- **Exercise goal**
Below are records; work out how many of their lines hold the string "Alojzego" and give that number alone.

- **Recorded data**
....

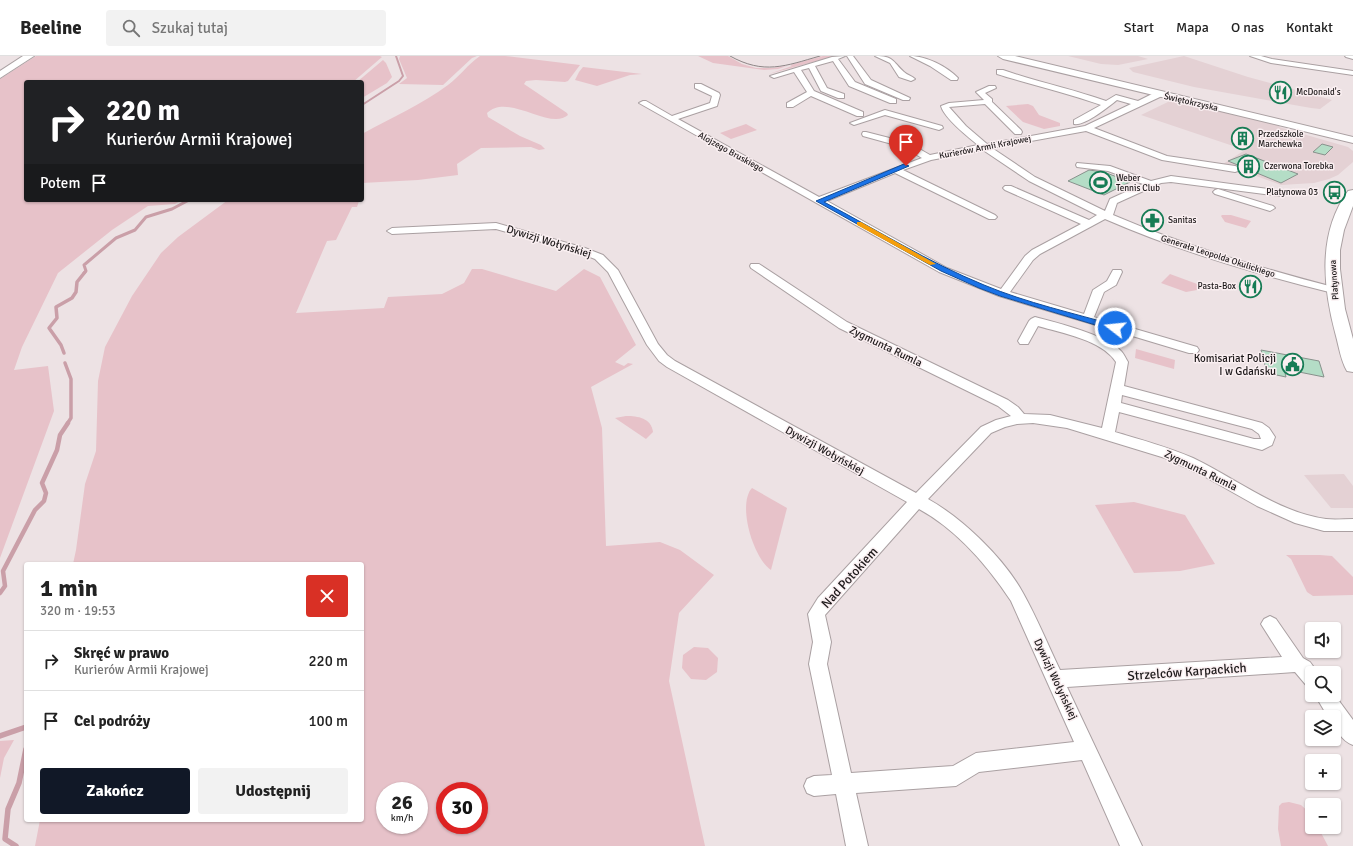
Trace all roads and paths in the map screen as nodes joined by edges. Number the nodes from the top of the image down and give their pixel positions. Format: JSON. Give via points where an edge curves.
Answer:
{"nodes":[{"id":1,"x":28,"y":56,"type":"edge"},
{"id":2,"x":842,"y":56,"type":"edge"},
{"id":3,"x":850,"y":56,"type":"edge"},
{"id":4,"x":878,"y":56,"type":"edge"},
{"id":5,"x":913,"y":56,"type":"edge"},
{"id":6,"x":1002,"y":56,"type":"edge"},
{"id":7,"x":1016,"y":56,"type":"edge"},
{"id":8,"x":1253,"y":56,"type":"edge"},
{"id":9,"x":1298,"y":56,"type":"edge"},
{"id":10,"x":1348,"y":56,"type":"edge"},
{"id":11,"x":1353,"y":57,"type":"edge"},
{"id":12,"x":834,"y":58,"type":"junction"},
{"id":13,"x":811,"y":65,"type":"junction"},
{"id":14,"x":1300,"y":65,"type":"junction"},
{"id":15,"x":1043,"y":66,"type":"junction"},
{"id":16,"x":796,"y":69,"type":"junction"},
{"id":17,"x":1000,"y":72,"type":"dead end"},
{"id":18,"x":1353,"y":73,"type":"edge"},
{"id":19,"x":0,"y":75,"type":"edge"},
{"id":20,"x":774,"y":76,"type":"dead end"},
{"id":21,"x":954,"y":78,"type":"dead end"},
{"id":22,"x":911,"y":79,"type":"dead end"},
{"id":23,"x":698,"y":86,"type":"dead end"},
{"id":24,"x":992,"y":88,"type":"dead end"},
{"id":25,"x":811,"y":93,"type":"junction"},
{"id":26,"x":1159,"y":94,"type":"junction"},
{"id":27,"x":906,"y":98,"type":"dead end"},
{"id":28,"x":852,"y":101,"type":"dead end"},
{"id":29,"x":893,"y":101,"type":"dead end"},
{"id":30,"x":987,"y":102,"type":"junction"},
{"id":31,"x":643,"y":103,"type":"dead end"},
{"id":32,"x":1107,"y":104,"type":"junction"},
{"id":33,"x":1139,"y":104,"type":"junction"},
{"id":34,"x":790,"y":105,"type":"dead end"},
{"id":35,"x":860,"y":114,"type":"dead end"},
{"id":36,"x":893,"y":116,"type":"junction"},
{"id":37,"x":672,"y":119,"type":"junction"},
{"id":38,"x":1077,"y":122,"type":"dead end"},
{"id":39,"x":854,"y":123,"type":"dead end"},
{"id":40,"x":939,"y":128,"type":"dead end"},
{"id":41,"x":1087,"y":128,"type":"junction"},
{"id":42,"x":1018,"y":132,"type":"dead end"},
{"id":43,"x":1353,"y":141,"type":"edge"},
{"id":44,"x":984,"y":146,"type":"junction"},
{"id":45,"x":929,"y":158,"type":"junction"},
{"id":46,"x":1165,"y":158,"type":"junction"},
{"id":47,"x":1080,"y":165,"type":"dead end"},
{"id":48,"x":1166,"y":168,"type":"dead end"},
{"id":49,"x":1235,"y":169,"type":"dead end"},
{"id":50,"x":894,"y":170,"type":"junction"},
{"id":51,"x":1186,"y":182,"type":"junction"},
{"id":52,"x":1151,"y":184,"type":"junction"},
{"id":53,"x":1008,"y":188,"type":"dead end"},
{"id":54,"x":1280,"y":193,"type":"dead end"},
{"id":55,"x":1353,"y":194,"type":"edge"},
{"id":56,"x":820,"y":201,"type":"junction"},
{"id":57,"x":1270,"y":208,"type":"dead end"},
{"id":58,"x":992,"y":216,"type":"dead end"},
{"id":59,"x":1105,"y":216,"type":"junction"},
{"id":60,"x":1090,"y":224,"type":"junction"},
{"id":61,"x":392,"y":231,"type":"dead end"},
{"id":62,"x":755,"y":266,"type":"dead end"},
{"id":63,"x":1117,"y":272,"type":"dead end"},
{"id":64,"x":1333,"y":290,"type":"junction"},
{"id":65,"x":1003,"y":294,"type":"junction"},
{"id":66,"x":1087,"y":320,"type":"junction"},
{"id":67,"x":1024,"y":341,"type":"dead end"},
{"id":68,"x":1193,"y":350,"type":"dead end"},
{"id":69,"x":1353,"y":368,"type":"edge"},
{"id":70,"x":1117,"y":389,"type":"junction"},
{"id":71,"x":1114,"y":406,"type":"junction"},
{"id":72,"x":1021,"y":419,"type":"junction"},
{"id":73,"x":1108,"y":435,"type":"junction"},
{"id":74,"x":917,"y":500,"type":"junction"},
{"id":75,"x":1353,"y":525,"type":"edge"},
{"id":76,"x":1270,"y":624,"type":"dead end"},
{"id":77,"x":1297,"y":664,"type":"junction"},
{"id":78,"x":1305,"y":669,"type":"edge"},
{"id":79,"x":1056,"y":679,"type":"junction"},
{"id":80,"x":1329,"y":702,"type":"edge"},
{"id":81,"x":1353,"y":736,"type":"edge"},
{"id":82,"x":1088,"y":750,"type":"junction"},
{"id":83,"x":843,"y":784,"type":"junction"},
{"id":84,"x":814,"y":786,"type":"dead end"},
{"id":85,"x":857,"y":846,"type":"edge"},
{"id":86,"x":1131,"y":846,"type":"edge"}],
"edges":[{"from":1,"to":19,"type":"main road"},
{"from":2,"to":12,"type":"street"},
{"from":3,"to":27,"type":"street","via":[[868,82]]},
{"from":4,"to":22,"type":"street","via":[[892,62],[902,76]]},
{"from":5,"to":21,"type":"street","via":[[933,64]]},
{"from":6,"to":15,"type":"main road","name":"Świętokrzyska"},
{"from":7,"to":15,"type":"main road","name":"Świętokrzyska"},
{"from":8,"to":14,"type":"street"},
{"from":9,"to":14,"type":"street"},
{"from":10,"to":11,"type":"street"},
{"from":12,"to":13,"type":"street"},
{"from":12,"to":29,"type":"street","via":[[852,84]]},
{"from":13,"to":16,"type":"street"},
{"from":13,"to":28,"type":"street","via":[[824,89]]},
{"from":14,"to":18,"type":"street"},
{"from":15,"to":26,"type":"main road","name":"Świętokrzyska"},
{"from":16,"to":20,"type":"street"},
{"from":16,"to":25,"type":"street"},
{"from":17,"to":32,"type":"street"},
{"from":23,"to":37,"type":"street","via":[[716,95],[714,104]]},
{"from":24,"to":30,"type":"street","via":[[980,92],[989,101]]},
{"from":25,"to":34,"type":"street"},
{"from":25,"to":35,"type":"street"},
{"from":26,"to":33,"type":"street","name":"Kurierów Armii Krajowej"},
{"from":26,"to":43,"type":"main road","name":"Świętokrzyska"},
{"from":30,"to":42,"type":"street"},
{"from":30,"to":44,"type":"street","name":"Generała Leopolda Okulickiego","via":[[945,106],[958,124]]},
{"from":31,"to":37,"type":"street","name":"Alojzego Bruskiego"},
{"from":32,"to":33,"type":"street","via":[[1116,97]]},
{"from":32,"to":38,"type":"street"},
{"from":33,"to":41,"type":"street","name":"Kurierów Armii Krajowej"},
{"from":36,"to":39,"type":"street","via":[[883,112]]},
{"from":36,"to":40,"type":"street"},
{"from":36,"to":45,"type":"street","via":[[882,120],[866,134],[910,147]]},
{"from":37,"to":56,"type":"street","name":"Alojzego Bruskiego"},
{"from":41,"to":44,"type":"street","name":"Kurierów Armii Krajowej"},
{"from":41,"to":46,"type":"street"},
{"from":44,"to":45,"type":"street","name":"Kurierów Armii Krajowej"},
{"from":44,"to":59,"type":"street","name":"Generała Leopolda Okulickiego","via":[[1043,185]]},
{"from":45,"to":50,"type":"street","name":"Kurierów Armii Krajowej"},
{"from":46,"to":48,"type":"street"},
{"from":46,"to":49,"type":"street"},
{"from":47,"to":52,"type":"street","via":[[1110,169]]},
{"from":50,"to":56,"type":"street","name":"Kurierów Armii Krajowej"},
{"from":50,"to":58,"type":"street"},
{"from":51,"to":52,"type":"street","via":[[1167,179]]},
{"from":51,"to":54,"type":"street"},
{"from":51,"to":57,"type":"street"},
{"from":52,"to":59,"type":"street","via":[[1113,202],[1110,212]]},
{"from":53,"to":60,"type":"street"},
{"from":55,"to":64,"type":"main road","name":"Platynowa","via":[[1334,236]]},
{"from":56,"to":65,"type":"street","name":"Alojzego Bruskiego","via":[[943,270]]},
{"from":59,"to":60,"type":"street"},
{"from":59,"to":64,"type":"street","name":"Generała Leopolda Okulickiego","via":[[1182,246]]},
{"from":60,"to":65,"type":"street","via":[[1036,252]]},
{"from":61,"to":74,"type":"street","name":"Dywizji Wołyńskiej","via":[[496,226],[599,257],[613,270],[653,344],[671,364]]},
{"from":62,"to":72,"type":"street","name":"Zygmunta Rumla","via":[[839,323],[1003,404]]},
{"from":63,"to":66,"type":"street","via":[[1112,283],[1099,290]]},
{"from":64,"to":69,"type":"main road","name":"Platynowa","via":[[1337,314]]},
{"from":65,"to":66,"type":"street","name":"Alojzego Bruskiego"},
{"from":66,"to":68,"type":"street","name":"Alojzego Bruskiego"},
{"from":67,"to":70,"type":"street","via":[[1035,321],[1104,343],[1115,351],[1122,362]]},
{"from":70,"to":71,"type":"street"},
{"from":70,"to":71,"type":"street","via":[[1257,426],[1264,431],[1268,442],[1262,445],[1254,444]]},
{"from":71,"to":73,"type":"street"},
{"from":72,"to":73,"type":"street","name":"Zygmunta Rumla","via":[[1053,421]]},
{"from":72,"to":74,"type":"street","name":"Zygmunta Rumla","via":[[993,425],[986,430]]},
{"from":73,"to":75,"type":"street","name":"Zygmunta Rumla","via":[[1170,454],[1292,516],[1322,525]]},
{"from":74,"to":79,"type":"street","name":"Dywizji Wołyńskiej","via":[[958,529],[982,551],[1002,575],[1017,597]]},
{"from":74,"to":83,"type":"street","name":"Nad Potokiem","via":[[816,614],[822,642],[818,664]]},
{"from":76,"to":77,"type":"street"},
{"from":77,"to":78,"type":"street"},
{"from":77,"to":79,"type":"street","name":"Strzelców Karpackich"},
{"from":79,"to":82,"type":"street","name":"Dywizji Wołyńskiej"},
{"from":80,"to":81,"type":"street"},
{"from":82,"to":83,"type":"street","via":[[976,763],[956,776]]},
{"from":82,"to":86,"type":"street","name":"Dywizji Wołyńskiej"},
{"from":83,"to":84,"type":"street"},
{"from":83,"to":85,"type":"street","name":"Nad Potokiem"}]}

....

- **Answer area**
5